6
votes

I've been reading through the adobe pdf spec, along with apple's quartz 2d documentation for pdf rendering and parsing. I've also downloaded Voyeur and inspected a local pdf with it to see it's internal data. At this point I'm able to get the document catalog, and then fetch the outlines dictionary from there. I can see that nested within the outlines dictionary dictionaries that there are named "/Dest" nodes with values such as:

G1.1025588 etc

I'm wondering if there is a way for me to use these values to get a reference to page to render using some methods I've seen github projects such as Reader, along with apple documented examples.

PDF processing is definitely a challenge, so any help would be appreciated.

2

2 Answers

4
votes

The /Dest entry in an outline item dictionary can either be a name, a string, or an array.

  • The simplest case is if it's an array; then the first item is the page object the outline entry points to (a dictionary). To get the page number, you have to iterate over all pages in the document and see which one is equal (==) to the dictionary you have (CGPDFPageRefs are actually CGPDFDictionaryRefs). You could also traverse the page tree, which is a bit harder, but may be faster (not as much as you might expect, I wouldn't optimize prematurely here). The other items in the array are position on the page etc., search for "Explicit Destinations" in the PDF spec to learn more.

  • If the entry is a name or string, it is a named destination. You have to map the name to a destination from the document catalog's /Dests entry which is a dictionary that contains a name tree. A name tree is essentially a tree map that allows fast access to named values without requiring to read all the data at once (as with a plain dictionary). Unfortunately, there's no direct support for name trees in Quartz, so you'll have to do a little more work to parse this structure recursively (see "Name Trees" in the PDF spec).

Note that an outline item doesn't necessarily have a /Dest entry, it can also specify its destination via an /A (action) entry, which is a little bit more complex. In most cases, however, the action will be a "GoTo" action that is essentially a wrapper for a destination.

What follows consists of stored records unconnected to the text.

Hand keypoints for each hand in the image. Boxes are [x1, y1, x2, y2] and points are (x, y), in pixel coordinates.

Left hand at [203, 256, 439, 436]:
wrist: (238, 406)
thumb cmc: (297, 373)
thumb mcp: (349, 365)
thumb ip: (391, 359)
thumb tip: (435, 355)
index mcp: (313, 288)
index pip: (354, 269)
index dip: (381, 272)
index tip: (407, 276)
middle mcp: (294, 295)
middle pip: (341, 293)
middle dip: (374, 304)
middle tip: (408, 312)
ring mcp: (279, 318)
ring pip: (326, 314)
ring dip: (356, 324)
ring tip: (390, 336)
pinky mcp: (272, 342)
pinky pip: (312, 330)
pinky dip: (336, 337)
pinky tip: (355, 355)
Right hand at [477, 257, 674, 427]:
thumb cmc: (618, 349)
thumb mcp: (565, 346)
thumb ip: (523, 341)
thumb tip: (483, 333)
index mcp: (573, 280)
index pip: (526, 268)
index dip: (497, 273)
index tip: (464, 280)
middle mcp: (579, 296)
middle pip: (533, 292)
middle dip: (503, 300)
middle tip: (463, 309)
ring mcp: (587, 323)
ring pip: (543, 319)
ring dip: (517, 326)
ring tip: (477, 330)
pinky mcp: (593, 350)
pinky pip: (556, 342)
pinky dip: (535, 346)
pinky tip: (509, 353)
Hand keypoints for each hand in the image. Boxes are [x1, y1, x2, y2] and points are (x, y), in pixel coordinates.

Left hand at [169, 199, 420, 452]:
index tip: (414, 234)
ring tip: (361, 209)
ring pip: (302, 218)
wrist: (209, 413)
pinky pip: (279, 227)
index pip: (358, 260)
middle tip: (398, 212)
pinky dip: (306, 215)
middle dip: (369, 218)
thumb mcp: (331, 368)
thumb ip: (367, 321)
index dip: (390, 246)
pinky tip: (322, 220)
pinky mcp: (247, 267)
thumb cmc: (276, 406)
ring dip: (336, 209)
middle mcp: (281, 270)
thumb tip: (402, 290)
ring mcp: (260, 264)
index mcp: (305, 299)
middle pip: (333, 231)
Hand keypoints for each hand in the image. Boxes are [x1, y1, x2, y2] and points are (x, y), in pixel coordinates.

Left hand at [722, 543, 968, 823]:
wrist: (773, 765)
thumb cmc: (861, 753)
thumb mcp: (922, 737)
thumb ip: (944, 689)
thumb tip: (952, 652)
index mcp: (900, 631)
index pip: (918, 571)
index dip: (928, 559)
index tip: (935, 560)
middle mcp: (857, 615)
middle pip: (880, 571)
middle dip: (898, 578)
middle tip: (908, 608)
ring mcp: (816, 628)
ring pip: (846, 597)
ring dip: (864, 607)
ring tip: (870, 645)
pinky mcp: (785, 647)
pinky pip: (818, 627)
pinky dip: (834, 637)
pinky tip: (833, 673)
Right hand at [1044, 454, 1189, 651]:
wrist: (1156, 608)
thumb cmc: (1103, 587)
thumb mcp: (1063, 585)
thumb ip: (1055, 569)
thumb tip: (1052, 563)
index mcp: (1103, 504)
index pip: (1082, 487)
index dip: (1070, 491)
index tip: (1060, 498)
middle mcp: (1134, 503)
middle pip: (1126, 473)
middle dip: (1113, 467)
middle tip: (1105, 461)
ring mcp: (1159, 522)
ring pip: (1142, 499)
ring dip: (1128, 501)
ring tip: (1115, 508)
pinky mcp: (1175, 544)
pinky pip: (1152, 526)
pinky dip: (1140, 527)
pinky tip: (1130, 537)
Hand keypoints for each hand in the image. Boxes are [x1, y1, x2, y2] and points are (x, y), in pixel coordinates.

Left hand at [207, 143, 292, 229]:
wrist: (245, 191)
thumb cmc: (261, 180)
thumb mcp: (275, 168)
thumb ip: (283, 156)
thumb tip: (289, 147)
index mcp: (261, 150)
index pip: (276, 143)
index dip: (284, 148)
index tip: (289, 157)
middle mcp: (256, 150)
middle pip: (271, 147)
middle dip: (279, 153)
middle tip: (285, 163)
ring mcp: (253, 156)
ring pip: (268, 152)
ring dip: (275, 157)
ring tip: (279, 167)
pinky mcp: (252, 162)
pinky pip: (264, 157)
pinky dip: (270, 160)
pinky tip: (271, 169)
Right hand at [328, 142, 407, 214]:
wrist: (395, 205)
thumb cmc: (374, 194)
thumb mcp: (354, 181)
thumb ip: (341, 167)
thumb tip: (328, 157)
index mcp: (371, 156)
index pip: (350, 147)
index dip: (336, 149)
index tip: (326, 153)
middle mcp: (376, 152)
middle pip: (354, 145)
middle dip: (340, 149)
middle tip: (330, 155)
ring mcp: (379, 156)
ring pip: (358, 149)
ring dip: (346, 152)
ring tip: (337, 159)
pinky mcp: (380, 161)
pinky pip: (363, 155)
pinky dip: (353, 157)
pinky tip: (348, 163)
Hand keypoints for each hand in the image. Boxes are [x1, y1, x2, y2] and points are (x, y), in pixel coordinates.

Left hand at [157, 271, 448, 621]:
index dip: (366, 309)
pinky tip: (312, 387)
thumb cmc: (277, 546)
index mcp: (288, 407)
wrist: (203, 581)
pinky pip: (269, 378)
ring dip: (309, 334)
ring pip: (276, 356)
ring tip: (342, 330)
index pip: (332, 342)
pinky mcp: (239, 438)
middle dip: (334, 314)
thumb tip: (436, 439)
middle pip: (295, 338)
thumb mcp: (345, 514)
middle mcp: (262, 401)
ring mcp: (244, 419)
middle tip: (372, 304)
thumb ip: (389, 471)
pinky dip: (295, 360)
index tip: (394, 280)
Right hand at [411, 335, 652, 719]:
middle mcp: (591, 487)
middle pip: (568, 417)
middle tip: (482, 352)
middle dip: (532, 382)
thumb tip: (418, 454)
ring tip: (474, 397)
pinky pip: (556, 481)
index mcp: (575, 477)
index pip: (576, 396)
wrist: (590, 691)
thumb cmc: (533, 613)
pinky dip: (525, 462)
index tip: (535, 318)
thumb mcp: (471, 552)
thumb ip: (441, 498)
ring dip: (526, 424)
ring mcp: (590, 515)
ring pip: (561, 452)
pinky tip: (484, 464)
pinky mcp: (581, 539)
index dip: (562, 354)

The mapping of names to destinations can also be stored as a plain dictionary. In that case, it's in the /Dests entry of the /Names dictionary in the document's catalog. I've rarely seen this though and it was deprecated after PDF 1.2 (current is 1.7).

You will definitely need the PDF spec for this: http://www.adobe.com/content/dam/Adobe/en/devnet/pdf/pdfs/PDF32000_2008.pdf

0
votes

Thanks to Omz, here is a piece of code to retreive a page number for an outline destination in a PDF file :

// Get Page Number from an array
- (int) getPageNumberFromArray:(CGPDFArrayRef)array ofPdfDoc:(CGPDFDocumentRef)pdfDoc withNumberOfPages:(int)numberOfPages
{
    int pageNumber = -1;

    // Page number reference is the first element of array (el 0)
    CGPDFDictionaryRef pageDic;
    CGPDFArrayGetDictionary(array, 0, &pageDic);

    // page searching
    for (int p=1; p<=numberOfPages; p++)
    {
        CGPDFPageRef page = CGPDFDocumentGetPage(pdfDoc, p);
        if (CGPDFPageGetDictionary(page) == pageDic)
        {
            pageNumber = p;
            break;
        }
    }

    return pageNumber;
}

// Get page number from an outline. Only support "Dest" and "A" entries
- (int) getPageNumber:(CGPDFDictionaryRef)node ofPdfDoc:(CGPDFDocumentRef)pdfDoc withNumberOfPages:(int)numberOfPages
{
    int pageNumber = -1;

    CGPDFArrayRef destArray;
    CGPDFDictionaryRef dicoActions;
    if(CGPDFDictionaryGetArray(node, "Dest", &destArray))
    {
        pageNumber = [self getPageNumberFromArray:destArray ofPdfDoc:pdfDoc withNumberOfPages:numberOfPages];
    }
    else if(CGPDFDictionaryGetDictionary(node, "A", &dicoActions))
    {
        const char * typeOfActionConstChar;
        CGPDFDictionaryGetName(dicoActions, "S", &typeOfActionConstChar);

        NSString * typeOfAction = [NSString stringWithUTF8String:typeOfActionConstChar];
        if([typeOfAction isEqualToString:@"GoTo"]) // only support "GoTo" entry. See PDF spec p653
        {
            CGPDFArrayRef dArray;
            if(CGPDFDictionaryGetArray(dicoActions, "D", &dArray)) 
            {
                pageNumber = [self getPageNumberFromArray:dArray ofPdfDoc:pdfDoc withNumberOfPages:numberOfPages];
            }
        }
    }

    return pageNumber;
}